Beyond questions of effectiveness, there are a few other concerns associated with refeeding and cheat meals:

  • The risk of taking it too far: Once you loosen the restrictions on your eating, you may find it difficult to control yourself. This means it could be quite easy to break your refeed rules or go overboard with your cheat meal.
  • It can justify poor dietary choices: If you’re trying to lose weight, while creating a caloric deficit is important, so is making healthy food choices. Refeeds and cheat meals allow you to make less healthy choices and rationalise when you break your diet.
  • It reinforces the concept of ‘good’ and ‘bad’ foods: Both processes can demonise certain foods, positioning eating them as a negative thing. While some foods should only be eaten occasionally, stigmatising them can have long-lasting negative impacts.
  • It could lead to disordered eating: The swing between tightly controlling what you eat and completely letting loose can really mess up your relationship with food. This is particularly true when it comes to cheat meals, which can easily turn into shame-filled binges.

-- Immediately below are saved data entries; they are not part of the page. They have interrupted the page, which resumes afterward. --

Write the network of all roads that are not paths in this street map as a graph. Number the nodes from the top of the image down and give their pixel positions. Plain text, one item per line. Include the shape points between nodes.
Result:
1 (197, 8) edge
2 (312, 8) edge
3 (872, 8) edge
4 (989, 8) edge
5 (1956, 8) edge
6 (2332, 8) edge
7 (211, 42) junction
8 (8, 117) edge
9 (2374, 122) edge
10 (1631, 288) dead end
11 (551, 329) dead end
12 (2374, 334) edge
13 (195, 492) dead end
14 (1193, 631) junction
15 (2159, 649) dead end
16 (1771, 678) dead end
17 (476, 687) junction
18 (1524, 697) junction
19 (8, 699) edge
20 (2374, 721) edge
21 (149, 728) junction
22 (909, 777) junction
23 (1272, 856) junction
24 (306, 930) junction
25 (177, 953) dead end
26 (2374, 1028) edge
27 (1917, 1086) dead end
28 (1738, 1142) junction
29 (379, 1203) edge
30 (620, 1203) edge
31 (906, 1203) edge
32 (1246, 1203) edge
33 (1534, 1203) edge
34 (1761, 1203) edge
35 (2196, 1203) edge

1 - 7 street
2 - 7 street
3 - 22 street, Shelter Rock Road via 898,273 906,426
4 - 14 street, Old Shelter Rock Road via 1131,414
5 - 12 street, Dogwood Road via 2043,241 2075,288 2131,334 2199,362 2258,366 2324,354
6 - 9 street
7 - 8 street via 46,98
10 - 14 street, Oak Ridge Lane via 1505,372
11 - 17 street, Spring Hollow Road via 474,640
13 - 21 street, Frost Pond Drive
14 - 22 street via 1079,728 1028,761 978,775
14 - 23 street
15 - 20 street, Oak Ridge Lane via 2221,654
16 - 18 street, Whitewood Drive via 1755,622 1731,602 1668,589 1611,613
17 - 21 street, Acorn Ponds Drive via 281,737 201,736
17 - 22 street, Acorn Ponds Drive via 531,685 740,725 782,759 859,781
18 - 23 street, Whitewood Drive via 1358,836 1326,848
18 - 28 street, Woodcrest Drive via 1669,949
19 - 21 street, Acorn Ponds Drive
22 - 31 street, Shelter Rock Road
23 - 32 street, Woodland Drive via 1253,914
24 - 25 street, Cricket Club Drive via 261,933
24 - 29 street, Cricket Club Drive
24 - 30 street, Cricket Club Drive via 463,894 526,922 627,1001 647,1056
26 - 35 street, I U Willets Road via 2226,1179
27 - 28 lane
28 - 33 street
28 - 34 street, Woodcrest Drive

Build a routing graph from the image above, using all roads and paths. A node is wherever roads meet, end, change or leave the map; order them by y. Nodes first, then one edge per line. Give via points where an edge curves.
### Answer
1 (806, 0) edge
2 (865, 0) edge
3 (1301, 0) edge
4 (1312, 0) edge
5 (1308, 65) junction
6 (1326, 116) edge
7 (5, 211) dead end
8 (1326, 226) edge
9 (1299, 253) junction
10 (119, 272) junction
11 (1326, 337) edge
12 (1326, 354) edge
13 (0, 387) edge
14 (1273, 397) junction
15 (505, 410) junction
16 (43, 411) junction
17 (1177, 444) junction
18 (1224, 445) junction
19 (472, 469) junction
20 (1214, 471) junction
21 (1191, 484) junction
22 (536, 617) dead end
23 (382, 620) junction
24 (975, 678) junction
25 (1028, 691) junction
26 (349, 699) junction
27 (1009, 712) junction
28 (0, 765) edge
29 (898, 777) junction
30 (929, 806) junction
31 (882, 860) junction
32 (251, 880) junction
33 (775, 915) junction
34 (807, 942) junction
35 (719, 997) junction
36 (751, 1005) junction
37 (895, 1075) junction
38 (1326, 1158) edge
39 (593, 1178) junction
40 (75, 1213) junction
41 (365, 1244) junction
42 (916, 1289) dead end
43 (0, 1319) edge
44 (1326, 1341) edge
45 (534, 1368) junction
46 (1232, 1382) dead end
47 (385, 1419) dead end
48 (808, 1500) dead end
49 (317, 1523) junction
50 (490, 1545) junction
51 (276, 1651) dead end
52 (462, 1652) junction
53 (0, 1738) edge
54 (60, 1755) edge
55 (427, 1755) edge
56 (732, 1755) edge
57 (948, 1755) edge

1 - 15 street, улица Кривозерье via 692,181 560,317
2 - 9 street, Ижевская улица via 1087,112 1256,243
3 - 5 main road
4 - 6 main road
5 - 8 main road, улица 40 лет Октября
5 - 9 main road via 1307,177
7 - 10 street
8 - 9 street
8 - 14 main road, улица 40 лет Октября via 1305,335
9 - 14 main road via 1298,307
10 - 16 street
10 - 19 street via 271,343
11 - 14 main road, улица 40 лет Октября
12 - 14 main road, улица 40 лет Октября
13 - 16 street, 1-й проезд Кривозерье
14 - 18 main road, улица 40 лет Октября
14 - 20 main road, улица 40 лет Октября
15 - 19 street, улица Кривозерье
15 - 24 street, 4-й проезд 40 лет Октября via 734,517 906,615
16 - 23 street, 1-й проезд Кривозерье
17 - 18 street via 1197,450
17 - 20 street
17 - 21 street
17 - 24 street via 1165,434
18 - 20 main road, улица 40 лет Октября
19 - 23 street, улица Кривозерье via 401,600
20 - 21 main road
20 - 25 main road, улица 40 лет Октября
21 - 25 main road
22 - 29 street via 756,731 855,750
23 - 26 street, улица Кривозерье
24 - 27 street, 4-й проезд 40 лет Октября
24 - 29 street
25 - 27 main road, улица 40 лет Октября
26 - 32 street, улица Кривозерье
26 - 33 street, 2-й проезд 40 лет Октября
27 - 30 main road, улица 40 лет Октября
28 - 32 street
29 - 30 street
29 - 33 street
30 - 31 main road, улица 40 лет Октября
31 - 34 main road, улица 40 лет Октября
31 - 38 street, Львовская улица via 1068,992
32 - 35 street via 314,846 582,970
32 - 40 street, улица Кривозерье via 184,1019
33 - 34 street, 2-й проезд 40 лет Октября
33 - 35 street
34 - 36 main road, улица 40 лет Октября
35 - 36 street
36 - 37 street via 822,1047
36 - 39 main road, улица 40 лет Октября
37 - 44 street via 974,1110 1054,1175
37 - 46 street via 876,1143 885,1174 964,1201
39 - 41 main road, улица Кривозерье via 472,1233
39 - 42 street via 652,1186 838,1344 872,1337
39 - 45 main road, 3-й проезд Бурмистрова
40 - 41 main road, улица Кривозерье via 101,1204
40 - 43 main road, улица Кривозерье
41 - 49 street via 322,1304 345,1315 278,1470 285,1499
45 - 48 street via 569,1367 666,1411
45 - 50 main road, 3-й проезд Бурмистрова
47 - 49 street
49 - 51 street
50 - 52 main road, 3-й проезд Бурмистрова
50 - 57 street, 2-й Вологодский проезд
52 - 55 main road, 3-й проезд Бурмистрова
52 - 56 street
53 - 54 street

Detractors of refeeding and cheat days generally suggest people adopt a more holistic approach to their diet. As part of this, they recommend eating a wide range of foods, including consuming ‘treats’ in moderation. They also advocate for more moderate reductions in caloric intake when attempting to lose weight.

Structuring your nutrition and supplementation plans

When adding refeeds or cheat meals into your eating plan, you will first need to decide their frequency. This should be often enough to get their benefits, but not so often as to compromise your weight loss. You should also consider your weight loss goals and how much progress you have already made.

For example, if you are just starting your weight loss journey, fortnightly refeeds or cheat meals may be best. Alternatively, if you have been on a restricted diet for a number of months, weekly cheat meals may be okay. Similarly, if you’re nearing your goal weight or body fat percentage, weekly refeeds could help get you across the line.

Also, if you are going to go down the refeeding path, you should spend some time planning your approach. While there are no set rules, refeed days often have a caloric intake that is 20% – 30% higher than usual. There’s also usually a strong focus on consuming the majority of calories from carb-rich foods, like pasta, potatoes, and whole grains.

There are a few different ways to achieve these changes. For example, you can continue your regular eating plan, adding in high-carb foods to get in your extra calories. Or you can completely restructure your eating for your refeeds, building the day’s menu around some of your favourite foods.

If you would like more information on structuring your diet, check out MAX’S Ultimate Nutrition Guide. This includes example eating plans for a range of purposes, experience levels, and health and fitness goals.

When it comes to supplementation, you can generally continue taking the same products on your refeed days. This is particularly true if your supplements have been selected with weight loss in mind. For example, if you are already taking a high-quality whey protein, you can also have this on your refeed days.

However, if you’re using a specialised weight loss blend, like MAX’S Shred System, you may want to swap this for a standard whey protein on your refeed days. Or, if you need help getting in the extra calories, you could substitute in a mass gainer, like MAX’S SuperSize Ultra. In addition to increasing your total calories consumed, these products usually contain a specially formulated high-carb blend.